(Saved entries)
--
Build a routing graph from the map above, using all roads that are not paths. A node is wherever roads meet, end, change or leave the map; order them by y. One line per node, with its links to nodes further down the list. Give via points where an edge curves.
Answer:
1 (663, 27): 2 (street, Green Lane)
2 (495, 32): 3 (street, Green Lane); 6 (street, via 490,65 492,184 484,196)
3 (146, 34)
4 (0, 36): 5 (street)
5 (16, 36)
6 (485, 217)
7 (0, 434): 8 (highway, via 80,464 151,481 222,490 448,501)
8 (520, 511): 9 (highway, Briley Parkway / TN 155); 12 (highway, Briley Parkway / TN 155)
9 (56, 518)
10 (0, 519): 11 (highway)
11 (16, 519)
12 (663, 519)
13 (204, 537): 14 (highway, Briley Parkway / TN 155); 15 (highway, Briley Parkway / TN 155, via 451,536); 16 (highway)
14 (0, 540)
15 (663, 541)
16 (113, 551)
--
Exact copy required. Retype all of the entries word for word.

Build a routing graph from the map above, using all roads that are not paths. A node is wherever roads meet, end, change or leave the map; order them by y. One line per node, with its links to nodes further down the list. Give via points where an edge curves.
Answer:
1 (663, 27): 2 (street, Green Lane)
2 (495, 32): 3 (street, Green Lane); 6 (street, via 490,65 492,184 484,196)
3 (146, 34)
4 (0, 36): 5 (street)
5 (16, 36)
6 (485, 217)
7 (0, 434): 8 (highway, via 80,464 151,481 222,490 448,501)
8 (520, 511): 9 (highway, Briley Parkway / TN 155); 12 (highway, Briley Parkway / TN 155)
9 (56, 518)
10 (0, 519): 11 (highway)
11 (16, 519)
12 (663, 519)
13 (204, 537): 14 (highway, Briley Parkway / TN 155); 15 (highway, Briley Parkway / TN 155, via 451,536); 16 (highway)
14 (0, 540)
15 (663, 541)
16 (113, 551)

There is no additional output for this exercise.